La manière de conduire un contentieux diffère également entre nos deux pays. En Allemagne, dans un litige en droit des affaires, il est assez probable que les parties trouvent un accord en cours de procédure. Les juges sont tenus de favoriser une résolution amiable et insistent souvent en proposant un compromis. Si un accord est trouvé devant le juge, celui-ci est confirmé par le tribunal. De plus, dans ce cas, les deux tiers des frais de justice –avancés au début du litige par le demandeur– sont restitués, et le tiers restant est réparti entre les parties. Le système incite également les avocats à favoriser une transaction, car ils perçoivent des honoraires supplémentaires selon le barème allemand ».

Quels conseils transmettriez-vous à un(e) avocat(e) tenté(e) par l’aventure de l’avocature dans deux barreaux, dont l’un à l’étranger ?

"Effectuer une partie de sa formation dans le pays où l’on souhaite être admis."« Mon conseil à un(e) avocat(e) tenté(e) par l’aventure de l’exercice dans deux barreaux est de passer du temps dans le pays où il/elle souhaite être admis(e).
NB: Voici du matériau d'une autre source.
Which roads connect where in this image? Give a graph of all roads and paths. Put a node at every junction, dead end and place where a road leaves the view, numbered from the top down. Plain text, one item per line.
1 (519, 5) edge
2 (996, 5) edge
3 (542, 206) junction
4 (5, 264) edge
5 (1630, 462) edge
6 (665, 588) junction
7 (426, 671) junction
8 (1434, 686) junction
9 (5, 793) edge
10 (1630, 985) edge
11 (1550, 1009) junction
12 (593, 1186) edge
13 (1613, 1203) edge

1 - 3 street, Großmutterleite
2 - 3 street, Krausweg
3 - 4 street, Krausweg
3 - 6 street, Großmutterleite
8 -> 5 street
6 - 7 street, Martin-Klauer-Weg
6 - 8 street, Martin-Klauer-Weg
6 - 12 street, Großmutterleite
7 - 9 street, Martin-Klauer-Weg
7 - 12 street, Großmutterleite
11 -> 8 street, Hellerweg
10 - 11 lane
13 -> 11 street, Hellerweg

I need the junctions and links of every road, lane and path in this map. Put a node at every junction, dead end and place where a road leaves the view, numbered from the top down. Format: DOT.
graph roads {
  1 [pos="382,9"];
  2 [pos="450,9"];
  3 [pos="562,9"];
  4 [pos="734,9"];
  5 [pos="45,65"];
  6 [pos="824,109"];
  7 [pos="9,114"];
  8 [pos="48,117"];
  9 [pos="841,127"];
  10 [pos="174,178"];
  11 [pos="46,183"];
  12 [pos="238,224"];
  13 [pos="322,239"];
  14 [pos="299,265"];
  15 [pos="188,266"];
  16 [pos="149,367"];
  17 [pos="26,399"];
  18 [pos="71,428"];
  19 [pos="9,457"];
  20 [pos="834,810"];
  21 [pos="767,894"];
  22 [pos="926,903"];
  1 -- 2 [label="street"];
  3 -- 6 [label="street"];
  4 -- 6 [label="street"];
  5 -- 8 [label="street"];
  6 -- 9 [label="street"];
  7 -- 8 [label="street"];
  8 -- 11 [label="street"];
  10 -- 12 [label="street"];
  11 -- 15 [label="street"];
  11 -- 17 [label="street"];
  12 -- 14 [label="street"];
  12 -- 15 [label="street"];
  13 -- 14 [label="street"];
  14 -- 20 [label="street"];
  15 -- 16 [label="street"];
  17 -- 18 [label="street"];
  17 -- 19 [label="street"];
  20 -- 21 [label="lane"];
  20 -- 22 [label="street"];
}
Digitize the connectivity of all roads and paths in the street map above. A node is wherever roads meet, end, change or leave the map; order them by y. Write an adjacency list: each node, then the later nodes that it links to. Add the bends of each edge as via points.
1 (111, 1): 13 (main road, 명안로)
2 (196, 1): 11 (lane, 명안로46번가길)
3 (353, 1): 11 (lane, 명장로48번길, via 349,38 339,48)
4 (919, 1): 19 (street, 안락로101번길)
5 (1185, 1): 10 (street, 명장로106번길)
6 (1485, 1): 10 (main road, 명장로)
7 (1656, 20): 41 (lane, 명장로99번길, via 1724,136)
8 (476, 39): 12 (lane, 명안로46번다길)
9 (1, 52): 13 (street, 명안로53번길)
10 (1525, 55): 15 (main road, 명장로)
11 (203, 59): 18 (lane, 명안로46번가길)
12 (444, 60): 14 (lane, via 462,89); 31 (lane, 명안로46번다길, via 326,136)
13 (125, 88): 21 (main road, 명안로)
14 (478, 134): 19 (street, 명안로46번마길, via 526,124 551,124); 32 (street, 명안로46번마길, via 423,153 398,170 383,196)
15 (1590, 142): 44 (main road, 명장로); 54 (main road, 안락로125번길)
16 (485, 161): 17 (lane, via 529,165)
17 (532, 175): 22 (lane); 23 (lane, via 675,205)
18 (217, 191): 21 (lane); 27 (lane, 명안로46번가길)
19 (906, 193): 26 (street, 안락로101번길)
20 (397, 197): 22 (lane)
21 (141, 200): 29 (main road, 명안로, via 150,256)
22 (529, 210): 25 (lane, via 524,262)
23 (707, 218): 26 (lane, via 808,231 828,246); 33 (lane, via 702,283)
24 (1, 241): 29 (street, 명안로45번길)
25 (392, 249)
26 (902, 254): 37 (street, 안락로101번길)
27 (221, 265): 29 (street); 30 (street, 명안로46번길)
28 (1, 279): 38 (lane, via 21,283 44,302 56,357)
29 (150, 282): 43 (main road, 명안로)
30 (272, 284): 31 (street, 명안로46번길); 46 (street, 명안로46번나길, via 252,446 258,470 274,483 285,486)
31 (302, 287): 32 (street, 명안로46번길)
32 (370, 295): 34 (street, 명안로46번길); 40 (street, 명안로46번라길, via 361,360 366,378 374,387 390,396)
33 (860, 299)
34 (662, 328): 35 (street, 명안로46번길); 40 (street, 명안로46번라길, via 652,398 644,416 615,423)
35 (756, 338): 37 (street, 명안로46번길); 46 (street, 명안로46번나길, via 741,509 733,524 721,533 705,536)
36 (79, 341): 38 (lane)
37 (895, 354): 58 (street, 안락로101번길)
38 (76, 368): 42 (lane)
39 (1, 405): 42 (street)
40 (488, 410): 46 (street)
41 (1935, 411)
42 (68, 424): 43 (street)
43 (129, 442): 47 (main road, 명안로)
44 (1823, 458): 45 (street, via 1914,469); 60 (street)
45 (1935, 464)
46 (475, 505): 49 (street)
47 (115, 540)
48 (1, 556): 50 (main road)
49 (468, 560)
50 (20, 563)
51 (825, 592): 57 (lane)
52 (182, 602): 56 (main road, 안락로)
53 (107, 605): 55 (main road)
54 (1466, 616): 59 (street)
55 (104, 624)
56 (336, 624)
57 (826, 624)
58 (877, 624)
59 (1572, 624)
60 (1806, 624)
Souvent, cela peut se faire dans le cadre d’un détachement auprès d’un cabinet partenaire dans ce pays.
Si le/la candidat(e) est encore en formation, il/elle devrait essayer d’en effectuer une partie de sa formation dans ce pays, par exemple en réalisant le Projet Pédagogique Individuel (PPI) dans le cadre du stage d’avocat ».

Le parcours de Daniel Smyrek :
Titutlaire d’une maîtrise en droit international et européen à l’Université d’Aix-Marseille, ainsi que des deux examens d’État allemands et un doctorat à l’Université de Tübingen.
Certifié comme arbitre auprès du Centre d’arbitrage et de médiation de Paris (CMAP).
Ses spécialisations portent sur le droit international des affaires et le droit de l’Union européenne. Le contentieux international et l’arbitrage occupent une place de plus en plus importante dans son activité.